Online: 30.09.2014 - ePaper: 30.09.2014

Wesentliches nicht verstanden

Betrifft: Leserbrief "Atomgegner sollen Besucher berieseln" von Kerstin Rudek (EJZ vom 16. September)

Frau Rudek gibt zu verstehen, dass sie wesentliche Dinge nicht verstanden hat und auch nicht verstehen will. Steinsalz wird immer eine sehr gute Option als potenzielles Endlager-Medium bleiben. Ihre Meinung zu einer einseitigen Information durch die Öffentlichkeitsarbeit in Gorleben wird nachweislich nur von einer Minderheit der Besucher geteilt, die an solch einer untertägigen Befahrung teilgenommen haben.
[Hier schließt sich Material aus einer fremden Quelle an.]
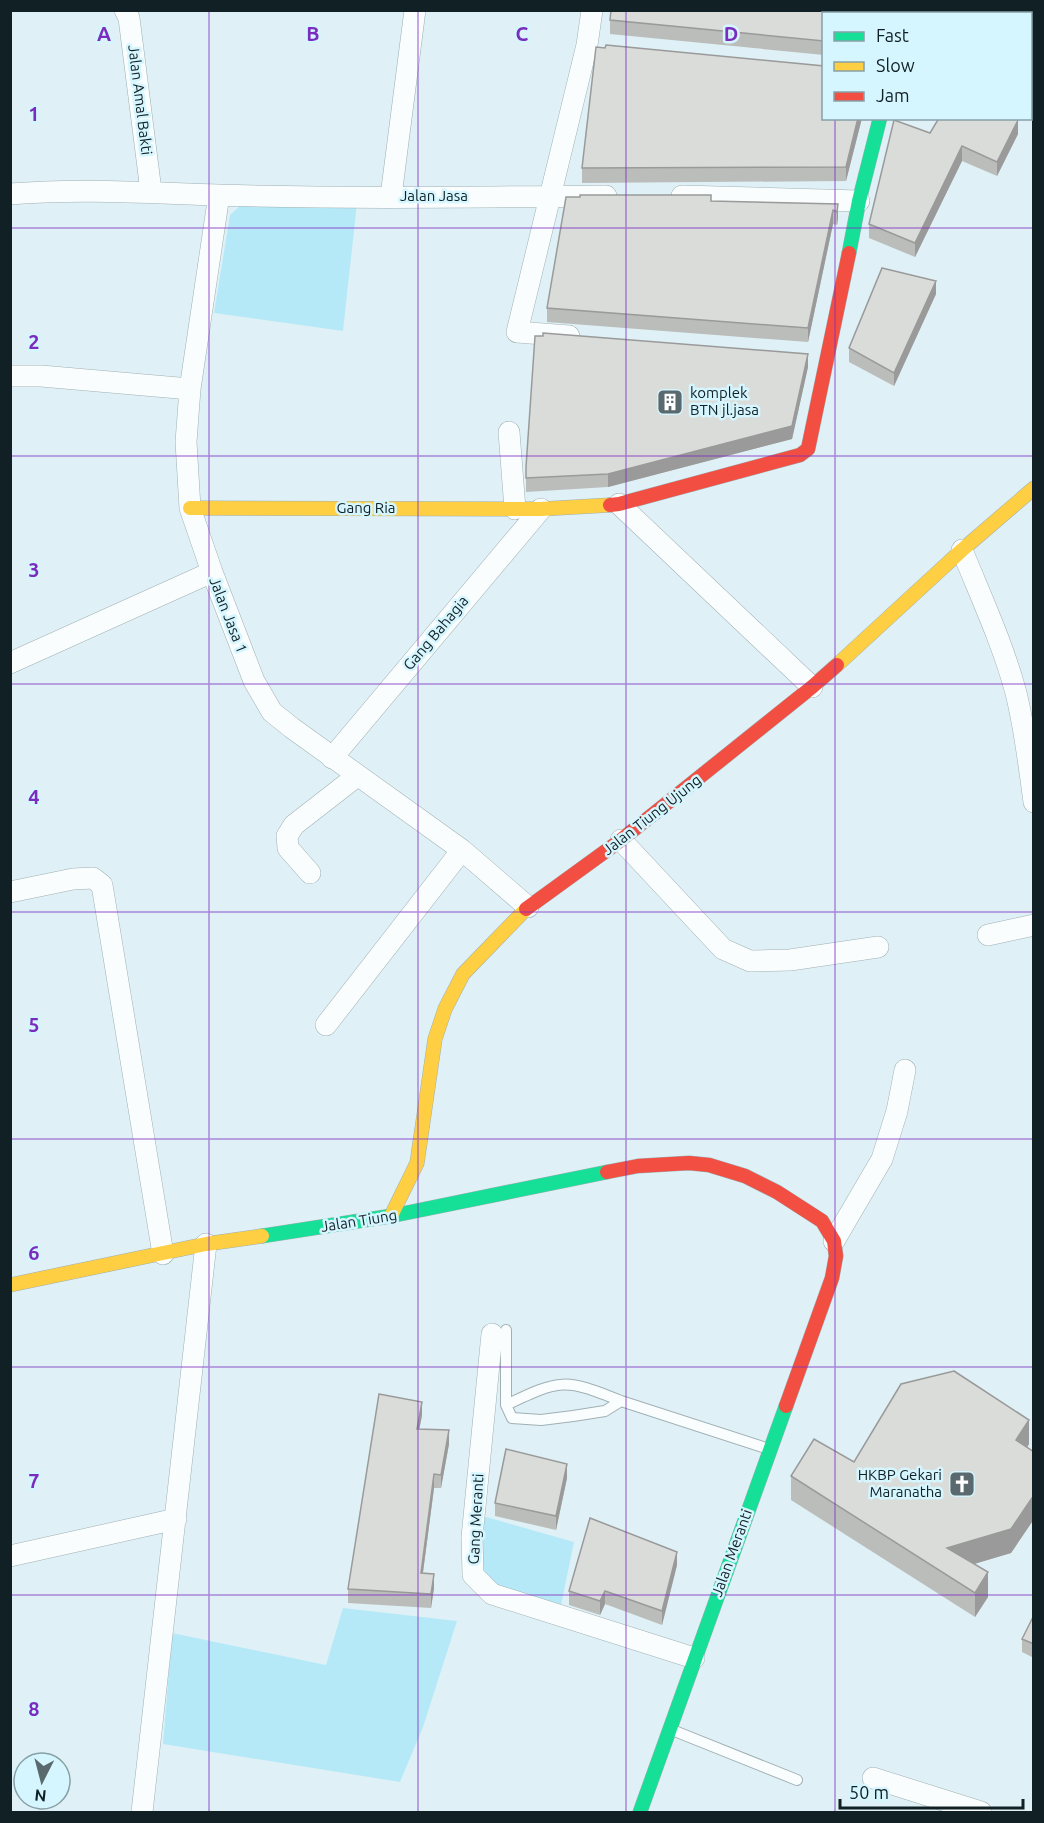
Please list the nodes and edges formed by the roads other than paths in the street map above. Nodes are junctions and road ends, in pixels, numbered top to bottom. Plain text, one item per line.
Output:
1 (125, 10) edge
2 (415, 10) edge
3 (592, 10) edge
4 (587, 45) junction
5 (611, 47) edge
6 (879, 120) edge
7 (151, 191) junction
8 (10, 194) edge
9 (219, 195) junction
10 (662, 195) edge
11 (391, 196) junction
12 (550, 196) junction
13 (628, 196) edge
14 (859, 201) junction
15 (586, 338) edge
16 (804, 354) edge
17 (827, 356) junction
18 (10, 376) edge
19 (190, 389) junction
20 (509, 432) dead end
21 (1034, 488) edge
22 (619, 504) junction
23 (190, 508) junction
24 (515, 509) junction
25 (541, 509) junction
26 (962, 550) junction
27 (212, 572) junction
28 (10, 663) edge
29 (812, 687) junction
30 (332, 758) junction
31 (357, 776) junction
32 (1034, 802) edge
33 (621, 840) junction
34 (462, 850) junction
35 (310, 873) dead end
36 (10, 892) edge
37 (528, 907) junction
38 (1034, 925) edge
39 (988, 935) dead end
40 (878, 947) dead end
41 (326, 1025) dead end
42 (905, 1070) dead end
43 (392, 1216) junction
44 (834, 1241) junction
45 (206, 1244) junction
46 (163, 1254) junction
47 (10, 1285) edge
48 (499, 1339) joint
49 (621, 1401) junction
50 (506, 1406) junction
51 (769, 1449) junction
52 (176, 1519) junction
53 (10, 1556) edge
54 (694, 1658) junction
55 (669, 1729) junction
56 (873, 1779) dead end
57 (797, 1780) dead end
58 (142, 1812) edge
59 (640, 1812) edge
60 (981, 1812) edge

1 - 7 street, Jalan Amal Bakti
2 - 11 street
3 - 4 street
4 - 5 street
4 - 12 street
6 - 14 street, Gang Ria
7 - 8 street, Jalan Jasa
7 - 9 street, Jalan Jasa
9 - 11 street, Jalan Jasa
9 - 19 street, Jalan Jasa 1
10 - 14 street
11 - 12 street, Jalan Jasa
12 - 13 street, Jalan Jasa
12 - 15 street
14 - 17 street, Gang Ria
16 - 17 street
17 - 22 street, Gang Ria
18 - 19 street
19 - 23 street, Jalan Jasa 1
20 - 24 street
21 - 26 street, Jalan Tiung Ujung
22 - 25 street, Gang Ria
22 - 29 street
23 - 24 street, Gang Ria
23 - 27 street, Jalan Jasa 1
24 - 25 street, Gang Ria
25 - 30 street, Gang Bahagia
26 - 29 street, Jalan Tiung Ujung
26 - 32 street
27 - 28 street
27 - 30 street, Jalan Jasa 1
29 - 33 street, Jalan Tiung Ujung
30 - 31 street, Jalan Jasa 1
31 - 34 street, Jalan Jasa 1
31 - 35 street
33 - 37 street, Jalan Tiung Ujung
33 - 40 street
34 - 37 street, Jalan Jasa 1
34 - 41 street
36 - 46 street
37 - 43 street, Jalan Tiung Ujung
38 - 39 street
42 - 44 street
43 - 44 street, Jalan Tiung
43 - 45 street, Jalan Tiung
44 - 51 street, Jalan Meranti
45 - 46 street, Jalan Tiung
45 - 52 street
46 - 47 street, Jalan Tiung
48 - 50 lane
48 - 54 street, Gang Meranti
49 - 50 lane
49 - 50 lane
49 - 51 lane
51 - 54 street, Jalan Meranti
52 - 53 street
52 - 58 street
54 - 55 street, Jalan Meranti
55 - 57 lane
55 - 59 street, Jalan Meranti
56 - 60 street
Wenn Frau Rudeks Vorschlag gefolgt werden sollte, dass zukünftig drei Widerständler/innen für eine Information nach Stand von Wissenschaft und Technik sorgen sollen, dann kommt das Gleiche raus wie auf den Infotafeln an der Beluga: Polemik und Diskreditierung nach dem Muster: durch unsachliche Argumente Ängste schüren, Drohszenarien aufbauen und möglichst jeden Schritt zu einer konstruktiven Lösung verhindern. In ihrem letzten Satz beschreibt sie diese Taktik auch offen und ehrlich. Da soll sogar schon die Angst vor dem Aufstand ausreichen: Vielleicht gibt es kluge Leute, die doch noch Angst vor dem Aufstandspotenzial rund um Gorleben haben. Eine sachdienliche Lösung der Endlager-Frage ist auch in Zukunft nicht mit Wahrsagerinnen und Wahrsagern, Fahnenschwingerinnen und Fahnenschwingern oder Debattierzirkeln machbar.